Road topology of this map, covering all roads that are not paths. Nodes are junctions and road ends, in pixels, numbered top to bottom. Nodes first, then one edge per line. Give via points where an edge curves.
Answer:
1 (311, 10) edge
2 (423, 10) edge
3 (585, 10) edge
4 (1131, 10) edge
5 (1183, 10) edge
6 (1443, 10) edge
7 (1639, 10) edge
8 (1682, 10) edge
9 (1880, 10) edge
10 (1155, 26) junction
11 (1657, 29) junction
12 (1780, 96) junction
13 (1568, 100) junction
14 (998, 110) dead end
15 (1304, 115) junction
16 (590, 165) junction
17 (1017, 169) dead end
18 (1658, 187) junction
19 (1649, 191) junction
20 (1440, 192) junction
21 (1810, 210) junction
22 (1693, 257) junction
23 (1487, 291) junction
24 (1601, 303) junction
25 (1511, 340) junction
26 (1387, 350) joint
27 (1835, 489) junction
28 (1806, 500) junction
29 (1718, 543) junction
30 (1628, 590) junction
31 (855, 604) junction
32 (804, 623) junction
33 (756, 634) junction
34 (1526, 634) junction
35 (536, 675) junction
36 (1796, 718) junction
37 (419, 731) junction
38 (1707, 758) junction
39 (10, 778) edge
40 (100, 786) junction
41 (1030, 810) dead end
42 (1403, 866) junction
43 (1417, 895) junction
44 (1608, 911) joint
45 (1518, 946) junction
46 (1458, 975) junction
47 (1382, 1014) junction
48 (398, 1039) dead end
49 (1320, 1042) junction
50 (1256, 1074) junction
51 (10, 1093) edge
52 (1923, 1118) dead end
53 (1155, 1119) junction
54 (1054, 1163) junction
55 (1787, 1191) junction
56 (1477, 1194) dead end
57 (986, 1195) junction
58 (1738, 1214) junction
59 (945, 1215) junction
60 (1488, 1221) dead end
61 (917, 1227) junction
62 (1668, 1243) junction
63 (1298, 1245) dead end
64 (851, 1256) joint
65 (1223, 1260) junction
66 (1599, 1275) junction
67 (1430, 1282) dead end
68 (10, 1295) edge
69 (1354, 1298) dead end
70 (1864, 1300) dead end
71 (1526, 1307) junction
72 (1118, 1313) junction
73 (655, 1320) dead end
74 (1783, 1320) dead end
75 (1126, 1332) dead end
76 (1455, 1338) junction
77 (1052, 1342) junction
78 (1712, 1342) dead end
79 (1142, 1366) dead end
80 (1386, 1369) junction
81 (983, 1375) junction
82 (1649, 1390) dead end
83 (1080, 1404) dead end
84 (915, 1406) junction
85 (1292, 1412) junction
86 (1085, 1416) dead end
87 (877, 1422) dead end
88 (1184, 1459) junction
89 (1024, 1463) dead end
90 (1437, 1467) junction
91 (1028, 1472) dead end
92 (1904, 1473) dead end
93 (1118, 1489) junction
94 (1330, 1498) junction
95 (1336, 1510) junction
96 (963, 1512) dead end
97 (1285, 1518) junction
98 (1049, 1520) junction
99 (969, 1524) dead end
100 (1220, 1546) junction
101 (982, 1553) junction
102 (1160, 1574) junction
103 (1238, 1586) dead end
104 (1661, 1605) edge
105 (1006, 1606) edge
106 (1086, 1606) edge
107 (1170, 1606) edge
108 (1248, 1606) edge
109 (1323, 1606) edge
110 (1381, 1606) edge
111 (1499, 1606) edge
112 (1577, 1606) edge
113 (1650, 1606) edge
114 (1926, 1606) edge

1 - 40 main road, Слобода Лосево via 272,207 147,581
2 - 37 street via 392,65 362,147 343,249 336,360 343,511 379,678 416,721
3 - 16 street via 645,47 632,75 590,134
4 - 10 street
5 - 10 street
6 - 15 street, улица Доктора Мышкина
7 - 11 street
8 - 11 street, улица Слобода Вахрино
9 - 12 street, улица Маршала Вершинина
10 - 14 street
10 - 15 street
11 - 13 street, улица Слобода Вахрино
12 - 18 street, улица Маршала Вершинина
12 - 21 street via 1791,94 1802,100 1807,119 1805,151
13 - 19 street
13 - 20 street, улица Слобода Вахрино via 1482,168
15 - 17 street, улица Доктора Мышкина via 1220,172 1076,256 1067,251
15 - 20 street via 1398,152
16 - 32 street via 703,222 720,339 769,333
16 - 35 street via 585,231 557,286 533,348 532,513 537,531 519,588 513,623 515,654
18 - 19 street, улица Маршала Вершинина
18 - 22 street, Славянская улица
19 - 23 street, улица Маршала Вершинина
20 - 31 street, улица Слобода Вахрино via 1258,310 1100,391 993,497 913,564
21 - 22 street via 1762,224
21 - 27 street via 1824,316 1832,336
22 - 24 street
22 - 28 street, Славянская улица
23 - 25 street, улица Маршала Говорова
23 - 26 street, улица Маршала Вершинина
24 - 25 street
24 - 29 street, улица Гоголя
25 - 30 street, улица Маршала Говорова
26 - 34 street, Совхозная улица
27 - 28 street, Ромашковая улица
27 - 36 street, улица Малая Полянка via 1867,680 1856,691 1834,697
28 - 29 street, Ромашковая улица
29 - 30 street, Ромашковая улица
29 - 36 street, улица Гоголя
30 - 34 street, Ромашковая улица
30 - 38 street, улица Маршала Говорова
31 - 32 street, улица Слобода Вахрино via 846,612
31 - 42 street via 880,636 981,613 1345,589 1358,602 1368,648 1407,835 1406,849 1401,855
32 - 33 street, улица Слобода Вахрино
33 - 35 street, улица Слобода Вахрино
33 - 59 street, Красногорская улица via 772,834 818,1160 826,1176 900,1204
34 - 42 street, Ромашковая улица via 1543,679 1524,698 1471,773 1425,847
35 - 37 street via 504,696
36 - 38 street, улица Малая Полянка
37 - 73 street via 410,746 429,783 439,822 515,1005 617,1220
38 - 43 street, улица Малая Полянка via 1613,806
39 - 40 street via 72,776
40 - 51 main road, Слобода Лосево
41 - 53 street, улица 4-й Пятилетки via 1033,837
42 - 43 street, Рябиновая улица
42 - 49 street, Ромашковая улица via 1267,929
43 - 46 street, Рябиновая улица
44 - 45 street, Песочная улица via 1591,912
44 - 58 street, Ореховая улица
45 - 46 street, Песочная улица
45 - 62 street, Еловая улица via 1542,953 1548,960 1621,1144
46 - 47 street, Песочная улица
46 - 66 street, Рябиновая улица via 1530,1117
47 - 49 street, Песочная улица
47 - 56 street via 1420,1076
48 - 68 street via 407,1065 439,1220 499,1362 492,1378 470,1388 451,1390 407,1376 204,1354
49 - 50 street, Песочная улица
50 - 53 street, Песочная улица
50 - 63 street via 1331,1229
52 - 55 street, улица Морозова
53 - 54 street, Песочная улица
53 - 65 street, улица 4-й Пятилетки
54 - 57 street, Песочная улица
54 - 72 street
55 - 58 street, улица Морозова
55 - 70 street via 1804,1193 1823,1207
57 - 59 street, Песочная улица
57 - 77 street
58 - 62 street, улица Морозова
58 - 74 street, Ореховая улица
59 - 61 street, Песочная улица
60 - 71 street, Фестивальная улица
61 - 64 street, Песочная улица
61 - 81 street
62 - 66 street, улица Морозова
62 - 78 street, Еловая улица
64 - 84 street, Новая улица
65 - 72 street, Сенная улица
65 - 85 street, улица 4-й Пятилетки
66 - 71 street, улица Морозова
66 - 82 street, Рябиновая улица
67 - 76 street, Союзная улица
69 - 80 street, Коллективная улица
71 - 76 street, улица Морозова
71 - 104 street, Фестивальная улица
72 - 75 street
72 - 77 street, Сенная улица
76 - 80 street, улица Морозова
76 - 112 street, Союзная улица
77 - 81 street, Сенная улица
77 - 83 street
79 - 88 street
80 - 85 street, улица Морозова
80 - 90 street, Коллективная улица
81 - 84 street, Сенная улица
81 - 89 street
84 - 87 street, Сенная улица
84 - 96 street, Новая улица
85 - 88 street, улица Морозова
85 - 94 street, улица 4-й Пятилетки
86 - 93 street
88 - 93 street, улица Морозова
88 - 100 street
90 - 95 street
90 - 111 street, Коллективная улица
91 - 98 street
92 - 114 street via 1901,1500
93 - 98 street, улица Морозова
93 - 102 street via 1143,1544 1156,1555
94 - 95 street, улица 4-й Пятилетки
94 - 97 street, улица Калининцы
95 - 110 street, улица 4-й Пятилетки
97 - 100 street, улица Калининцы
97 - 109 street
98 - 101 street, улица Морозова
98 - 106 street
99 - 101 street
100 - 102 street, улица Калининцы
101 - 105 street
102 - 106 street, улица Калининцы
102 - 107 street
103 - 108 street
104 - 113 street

◆ WORK TO COMPLETE:
Return all lines in the entries above that carry the word "Малая".

◆ TASK ANSWER:
27 - 36 street, улица Малая Полянка via 1867,680 1856,691 1834,697
36 - 38 street, улица Малая Полянка
38 - 43 street, улица Малая Полянка via 1613,806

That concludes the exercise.